Your goal
From the records below, take each line where the string "main" shows up and copy it.

Source data
'''
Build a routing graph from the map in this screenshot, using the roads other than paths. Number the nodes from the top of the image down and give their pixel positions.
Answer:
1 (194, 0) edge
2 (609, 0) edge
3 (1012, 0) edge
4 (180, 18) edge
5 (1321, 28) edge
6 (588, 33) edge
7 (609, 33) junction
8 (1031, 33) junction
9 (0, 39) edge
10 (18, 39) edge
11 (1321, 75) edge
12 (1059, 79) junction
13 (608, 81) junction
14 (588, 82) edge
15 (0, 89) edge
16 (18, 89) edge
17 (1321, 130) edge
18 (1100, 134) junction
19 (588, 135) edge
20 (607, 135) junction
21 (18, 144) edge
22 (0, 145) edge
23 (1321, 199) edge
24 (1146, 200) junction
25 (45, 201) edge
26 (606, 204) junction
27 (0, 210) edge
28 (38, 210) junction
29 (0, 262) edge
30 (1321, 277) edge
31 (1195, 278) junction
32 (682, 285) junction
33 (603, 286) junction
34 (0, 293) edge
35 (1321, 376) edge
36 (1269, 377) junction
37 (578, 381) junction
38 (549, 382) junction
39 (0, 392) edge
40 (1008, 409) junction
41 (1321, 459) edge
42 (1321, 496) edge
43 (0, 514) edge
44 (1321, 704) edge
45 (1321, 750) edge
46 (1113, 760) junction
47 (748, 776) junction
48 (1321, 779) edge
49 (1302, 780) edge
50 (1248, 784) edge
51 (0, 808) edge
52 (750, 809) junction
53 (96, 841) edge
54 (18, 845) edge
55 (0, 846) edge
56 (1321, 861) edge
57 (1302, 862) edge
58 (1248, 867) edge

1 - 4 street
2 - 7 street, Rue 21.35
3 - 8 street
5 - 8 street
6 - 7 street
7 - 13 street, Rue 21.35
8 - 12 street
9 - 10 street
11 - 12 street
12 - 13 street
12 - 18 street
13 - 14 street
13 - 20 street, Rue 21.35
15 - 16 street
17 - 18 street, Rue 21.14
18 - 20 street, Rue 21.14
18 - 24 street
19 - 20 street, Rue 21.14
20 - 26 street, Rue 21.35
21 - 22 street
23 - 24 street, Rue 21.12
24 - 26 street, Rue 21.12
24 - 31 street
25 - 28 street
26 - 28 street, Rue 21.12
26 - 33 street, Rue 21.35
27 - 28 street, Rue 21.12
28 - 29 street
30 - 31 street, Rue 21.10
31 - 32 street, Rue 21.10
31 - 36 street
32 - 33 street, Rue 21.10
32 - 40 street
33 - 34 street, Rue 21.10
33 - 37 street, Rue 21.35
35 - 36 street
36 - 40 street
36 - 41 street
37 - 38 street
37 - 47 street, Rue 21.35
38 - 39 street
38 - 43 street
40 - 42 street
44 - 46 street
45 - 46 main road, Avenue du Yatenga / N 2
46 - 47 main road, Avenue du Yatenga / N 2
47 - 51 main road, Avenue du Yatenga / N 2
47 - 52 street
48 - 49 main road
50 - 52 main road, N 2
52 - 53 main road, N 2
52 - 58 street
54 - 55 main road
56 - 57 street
'''
Response to the exercise
45 - 46 main road, Avenue du Yatenga / N 2
46 - 47 main road, Avenue du Yatenga / N 2
47 - 51 main road, Avenue du Yatenga / N 2
48 - 49 main road
50 - 52 main road, N 2
52 - 53 main road, N 2
54 - 55 main road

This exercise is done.